Teledermatology can be an effective way of providing dermatological specialist opinion to patients with no access to secondary care. It has been used in rural areas where dermatology specialist services are scarce and it has been used in developing areas where access to secondary care is limited or non-existent. The benefit of teledermatology is the fact that dermatology as a specialty revolves around imaging or visual clues i.e. the answer may be visible to the naked eye. In this study we compared two sets of methods in obtaining a diagnosis of the same patient made by the same consultant.
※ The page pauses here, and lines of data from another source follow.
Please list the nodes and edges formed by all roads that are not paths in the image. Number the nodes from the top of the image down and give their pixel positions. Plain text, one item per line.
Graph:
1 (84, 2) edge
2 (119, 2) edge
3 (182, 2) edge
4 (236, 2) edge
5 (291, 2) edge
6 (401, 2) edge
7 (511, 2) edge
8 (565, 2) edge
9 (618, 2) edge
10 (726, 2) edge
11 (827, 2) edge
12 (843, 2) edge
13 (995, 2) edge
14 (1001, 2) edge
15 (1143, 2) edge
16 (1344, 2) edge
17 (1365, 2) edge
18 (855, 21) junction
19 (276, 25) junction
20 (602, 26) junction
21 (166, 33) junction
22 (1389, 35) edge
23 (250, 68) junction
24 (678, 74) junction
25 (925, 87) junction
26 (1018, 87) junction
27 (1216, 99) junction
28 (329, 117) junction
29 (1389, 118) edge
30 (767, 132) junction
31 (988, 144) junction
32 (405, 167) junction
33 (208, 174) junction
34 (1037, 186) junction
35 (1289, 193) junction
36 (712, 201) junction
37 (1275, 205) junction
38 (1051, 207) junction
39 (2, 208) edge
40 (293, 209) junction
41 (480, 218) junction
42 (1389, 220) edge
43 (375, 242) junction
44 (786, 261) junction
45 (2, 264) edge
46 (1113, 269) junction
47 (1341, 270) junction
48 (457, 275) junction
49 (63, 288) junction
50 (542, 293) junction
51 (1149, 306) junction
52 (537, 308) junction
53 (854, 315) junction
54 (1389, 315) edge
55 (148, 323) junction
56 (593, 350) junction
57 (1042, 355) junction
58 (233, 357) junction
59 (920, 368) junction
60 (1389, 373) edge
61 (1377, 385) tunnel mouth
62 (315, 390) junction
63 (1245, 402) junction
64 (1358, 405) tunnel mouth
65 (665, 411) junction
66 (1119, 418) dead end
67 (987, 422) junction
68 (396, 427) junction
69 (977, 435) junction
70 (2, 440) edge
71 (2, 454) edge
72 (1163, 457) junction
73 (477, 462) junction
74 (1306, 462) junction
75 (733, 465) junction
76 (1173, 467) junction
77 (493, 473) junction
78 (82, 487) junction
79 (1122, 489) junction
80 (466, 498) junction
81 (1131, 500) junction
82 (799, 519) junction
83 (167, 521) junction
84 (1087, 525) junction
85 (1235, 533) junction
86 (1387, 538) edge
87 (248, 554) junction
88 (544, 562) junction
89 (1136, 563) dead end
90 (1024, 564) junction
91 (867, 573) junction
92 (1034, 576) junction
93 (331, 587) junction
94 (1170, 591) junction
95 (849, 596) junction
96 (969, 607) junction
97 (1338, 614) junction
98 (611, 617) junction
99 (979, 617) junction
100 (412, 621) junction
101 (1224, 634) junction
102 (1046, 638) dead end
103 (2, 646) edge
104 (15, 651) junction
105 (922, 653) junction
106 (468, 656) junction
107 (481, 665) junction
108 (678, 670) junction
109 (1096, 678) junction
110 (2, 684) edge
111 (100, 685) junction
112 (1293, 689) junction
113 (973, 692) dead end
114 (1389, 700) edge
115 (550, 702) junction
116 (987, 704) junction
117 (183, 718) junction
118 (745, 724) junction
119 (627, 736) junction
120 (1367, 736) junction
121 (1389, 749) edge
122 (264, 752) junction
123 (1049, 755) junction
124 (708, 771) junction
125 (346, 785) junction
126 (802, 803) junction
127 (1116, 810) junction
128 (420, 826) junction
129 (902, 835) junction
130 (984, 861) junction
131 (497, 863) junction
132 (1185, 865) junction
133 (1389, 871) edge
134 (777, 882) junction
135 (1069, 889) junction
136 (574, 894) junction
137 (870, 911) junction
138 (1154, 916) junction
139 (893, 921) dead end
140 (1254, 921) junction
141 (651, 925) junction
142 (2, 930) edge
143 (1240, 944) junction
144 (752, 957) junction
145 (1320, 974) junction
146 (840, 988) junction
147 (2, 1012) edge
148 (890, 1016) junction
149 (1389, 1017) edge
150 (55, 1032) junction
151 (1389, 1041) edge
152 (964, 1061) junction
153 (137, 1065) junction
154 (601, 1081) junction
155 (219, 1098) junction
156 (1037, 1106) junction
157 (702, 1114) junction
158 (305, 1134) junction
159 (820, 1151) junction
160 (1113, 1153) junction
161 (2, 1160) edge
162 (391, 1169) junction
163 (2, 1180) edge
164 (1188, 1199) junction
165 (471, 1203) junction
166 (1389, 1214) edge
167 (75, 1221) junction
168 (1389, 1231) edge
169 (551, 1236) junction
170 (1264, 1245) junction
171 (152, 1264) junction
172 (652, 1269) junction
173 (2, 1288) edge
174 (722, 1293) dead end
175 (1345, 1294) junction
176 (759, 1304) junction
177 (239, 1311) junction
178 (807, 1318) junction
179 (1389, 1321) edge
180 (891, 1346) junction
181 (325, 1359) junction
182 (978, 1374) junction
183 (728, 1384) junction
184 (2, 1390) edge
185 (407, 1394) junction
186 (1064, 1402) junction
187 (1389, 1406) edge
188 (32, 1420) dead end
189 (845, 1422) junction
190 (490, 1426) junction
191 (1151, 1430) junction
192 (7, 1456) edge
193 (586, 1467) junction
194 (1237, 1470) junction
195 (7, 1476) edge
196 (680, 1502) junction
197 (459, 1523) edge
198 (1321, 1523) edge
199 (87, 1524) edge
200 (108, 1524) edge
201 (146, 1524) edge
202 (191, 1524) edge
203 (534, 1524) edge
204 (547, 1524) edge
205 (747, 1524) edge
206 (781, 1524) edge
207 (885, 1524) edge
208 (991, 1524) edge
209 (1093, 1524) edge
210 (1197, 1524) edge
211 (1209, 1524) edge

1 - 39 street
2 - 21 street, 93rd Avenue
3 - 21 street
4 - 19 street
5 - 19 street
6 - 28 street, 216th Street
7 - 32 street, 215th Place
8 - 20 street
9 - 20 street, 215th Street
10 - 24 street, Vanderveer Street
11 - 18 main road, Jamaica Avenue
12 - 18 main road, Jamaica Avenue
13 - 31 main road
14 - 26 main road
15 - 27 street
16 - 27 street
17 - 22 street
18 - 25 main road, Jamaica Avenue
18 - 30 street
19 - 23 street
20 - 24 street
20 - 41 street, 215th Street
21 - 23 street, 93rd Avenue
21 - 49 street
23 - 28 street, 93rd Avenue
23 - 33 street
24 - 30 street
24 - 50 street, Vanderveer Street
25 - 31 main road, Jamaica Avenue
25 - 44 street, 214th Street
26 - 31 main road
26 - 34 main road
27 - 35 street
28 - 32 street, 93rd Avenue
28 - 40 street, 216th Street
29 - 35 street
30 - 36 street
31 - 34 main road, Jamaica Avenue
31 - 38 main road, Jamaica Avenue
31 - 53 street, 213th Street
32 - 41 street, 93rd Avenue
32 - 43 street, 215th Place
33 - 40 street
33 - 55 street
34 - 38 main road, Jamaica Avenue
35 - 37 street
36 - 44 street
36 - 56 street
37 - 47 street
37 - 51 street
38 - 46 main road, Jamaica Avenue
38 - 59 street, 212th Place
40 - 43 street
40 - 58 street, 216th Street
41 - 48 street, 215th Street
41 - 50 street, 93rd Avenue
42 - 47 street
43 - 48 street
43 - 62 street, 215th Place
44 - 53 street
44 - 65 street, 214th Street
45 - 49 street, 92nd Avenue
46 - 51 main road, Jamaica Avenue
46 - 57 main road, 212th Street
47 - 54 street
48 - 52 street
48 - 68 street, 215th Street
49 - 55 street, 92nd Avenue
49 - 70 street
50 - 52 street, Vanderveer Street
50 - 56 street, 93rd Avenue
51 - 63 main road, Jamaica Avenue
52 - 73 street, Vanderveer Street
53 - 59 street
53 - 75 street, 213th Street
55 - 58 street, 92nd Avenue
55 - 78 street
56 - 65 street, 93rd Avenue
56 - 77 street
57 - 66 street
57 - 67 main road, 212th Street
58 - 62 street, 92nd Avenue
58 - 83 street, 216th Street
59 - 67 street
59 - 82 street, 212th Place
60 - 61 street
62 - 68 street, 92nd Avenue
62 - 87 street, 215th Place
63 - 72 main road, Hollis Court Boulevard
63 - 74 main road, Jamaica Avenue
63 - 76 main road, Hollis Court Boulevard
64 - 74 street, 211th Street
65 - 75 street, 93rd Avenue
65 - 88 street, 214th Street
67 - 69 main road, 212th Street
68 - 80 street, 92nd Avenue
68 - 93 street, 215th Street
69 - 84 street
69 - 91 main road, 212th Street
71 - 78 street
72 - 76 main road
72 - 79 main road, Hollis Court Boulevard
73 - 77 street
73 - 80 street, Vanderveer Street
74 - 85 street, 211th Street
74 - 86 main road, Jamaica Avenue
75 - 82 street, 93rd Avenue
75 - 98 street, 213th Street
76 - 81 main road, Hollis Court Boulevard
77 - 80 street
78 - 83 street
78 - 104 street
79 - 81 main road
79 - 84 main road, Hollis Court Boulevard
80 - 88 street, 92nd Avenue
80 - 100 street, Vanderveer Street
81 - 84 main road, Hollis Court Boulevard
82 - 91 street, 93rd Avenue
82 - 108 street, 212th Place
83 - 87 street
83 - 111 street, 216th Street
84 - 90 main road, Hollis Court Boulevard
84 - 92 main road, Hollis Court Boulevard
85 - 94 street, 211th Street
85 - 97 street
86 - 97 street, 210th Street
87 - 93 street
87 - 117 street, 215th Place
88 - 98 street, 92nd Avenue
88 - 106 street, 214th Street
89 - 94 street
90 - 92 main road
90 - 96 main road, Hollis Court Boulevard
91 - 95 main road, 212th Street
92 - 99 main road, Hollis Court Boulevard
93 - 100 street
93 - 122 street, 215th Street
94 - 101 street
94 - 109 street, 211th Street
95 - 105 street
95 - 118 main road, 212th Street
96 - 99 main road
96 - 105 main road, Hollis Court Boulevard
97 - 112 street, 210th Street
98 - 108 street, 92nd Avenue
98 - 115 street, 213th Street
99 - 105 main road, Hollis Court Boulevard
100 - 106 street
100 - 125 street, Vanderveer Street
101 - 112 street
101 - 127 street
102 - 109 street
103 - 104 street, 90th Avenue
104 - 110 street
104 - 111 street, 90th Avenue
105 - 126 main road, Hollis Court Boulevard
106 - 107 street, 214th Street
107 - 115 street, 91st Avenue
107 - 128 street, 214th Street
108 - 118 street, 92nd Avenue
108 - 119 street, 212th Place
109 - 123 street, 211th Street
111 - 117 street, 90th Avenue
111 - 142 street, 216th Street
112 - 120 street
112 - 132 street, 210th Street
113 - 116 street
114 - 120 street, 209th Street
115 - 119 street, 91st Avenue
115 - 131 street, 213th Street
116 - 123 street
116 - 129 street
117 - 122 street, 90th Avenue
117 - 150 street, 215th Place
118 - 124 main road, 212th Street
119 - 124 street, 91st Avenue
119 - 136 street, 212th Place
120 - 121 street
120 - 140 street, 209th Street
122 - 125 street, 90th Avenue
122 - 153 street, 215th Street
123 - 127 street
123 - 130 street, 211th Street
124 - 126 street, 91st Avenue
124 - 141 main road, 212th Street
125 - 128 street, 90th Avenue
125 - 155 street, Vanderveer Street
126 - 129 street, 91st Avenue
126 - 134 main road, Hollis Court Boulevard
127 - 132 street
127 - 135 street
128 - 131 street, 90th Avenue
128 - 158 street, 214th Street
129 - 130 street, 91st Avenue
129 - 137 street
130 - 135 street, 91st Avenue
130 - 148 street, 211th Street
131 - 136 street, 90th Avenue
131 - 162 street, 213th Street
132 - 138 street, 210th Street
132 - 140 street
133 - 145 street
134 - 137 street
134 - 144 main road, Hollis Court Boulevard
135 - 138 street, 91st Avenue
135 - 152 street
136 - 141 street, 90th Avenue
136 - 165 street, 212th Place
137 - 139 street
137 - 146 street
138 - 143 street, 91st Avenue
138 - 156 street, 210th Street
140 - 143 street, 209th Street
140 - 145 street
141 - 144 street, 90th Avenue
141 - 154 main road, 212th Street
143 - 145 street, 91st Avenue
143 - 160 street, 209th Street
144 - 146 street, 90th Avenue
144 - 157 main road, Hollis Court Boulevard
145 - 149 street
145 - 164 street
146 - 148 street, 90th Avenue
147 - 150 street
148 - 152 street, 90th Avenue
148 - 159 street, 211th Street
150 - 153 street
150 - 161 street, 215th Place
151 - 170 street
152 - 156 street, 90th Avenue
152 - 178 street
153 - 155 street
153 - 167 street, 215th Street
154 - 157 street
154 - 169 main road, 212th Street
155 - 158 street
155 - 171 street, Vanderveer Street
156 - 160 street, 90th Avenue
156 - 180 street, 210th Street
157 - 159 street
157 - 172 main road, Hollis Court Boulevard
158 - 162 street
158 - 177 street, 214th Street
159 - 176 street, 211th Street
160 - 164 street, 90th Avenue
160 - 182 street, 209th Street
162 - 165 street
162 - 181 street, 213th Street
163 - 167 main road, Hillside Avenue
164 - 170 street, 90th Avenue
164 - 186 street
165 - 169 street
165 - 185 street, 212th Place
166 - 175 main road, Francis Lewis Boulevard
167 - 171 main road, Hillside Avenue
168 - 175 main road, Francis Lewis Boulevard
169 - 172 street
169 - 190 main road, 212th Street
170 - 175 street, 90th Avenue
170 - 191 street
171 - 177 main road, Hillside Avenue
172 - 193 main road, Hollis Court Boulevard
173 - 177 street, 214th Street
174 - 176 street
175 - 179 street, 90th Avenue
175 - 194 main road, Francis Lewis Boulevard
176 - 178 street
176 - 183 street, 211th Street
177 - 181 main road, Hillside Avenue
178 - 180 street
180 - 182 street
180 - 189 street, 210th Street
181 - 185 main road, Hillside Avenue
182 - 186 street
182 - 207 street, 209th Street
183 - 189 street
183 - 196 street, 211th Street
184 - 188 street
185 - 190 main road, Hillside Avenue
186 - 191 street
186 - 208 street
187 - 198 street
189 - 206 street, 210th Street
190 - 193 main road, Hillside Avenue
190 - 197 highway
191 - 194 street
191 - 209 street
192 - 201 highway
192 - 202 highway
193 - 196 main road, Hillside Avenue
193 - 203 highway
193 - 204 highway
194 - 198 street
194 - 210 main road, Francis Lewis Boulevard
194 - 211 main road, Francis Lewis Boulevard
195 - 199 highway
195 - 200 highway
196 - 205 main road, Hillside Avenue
The 2 methods were teledermatology store-and-forward e-triage method and the old-fashioned faceto- face outpatient consultation. The results were promising in that we yielded a high diagnostic sensitivity of 82% or 38 out of 46 skin complaints. This resulted in a slightly higher management plan correlation of 85% (39/46). The difference in the diagnostic correlation may have been due to poor imaging quality or due to clinical disadvantages in the store-and-forward e-triage system such as not being able to use dermatological equipment, or take a face-to-face medical history and not being able to feel the skin. The results however show that the teledermatology method can be a useful tool to dermatologists, primary care physicians but most importantly patients who lack resources and those who are unable to access secondary care dermatological services.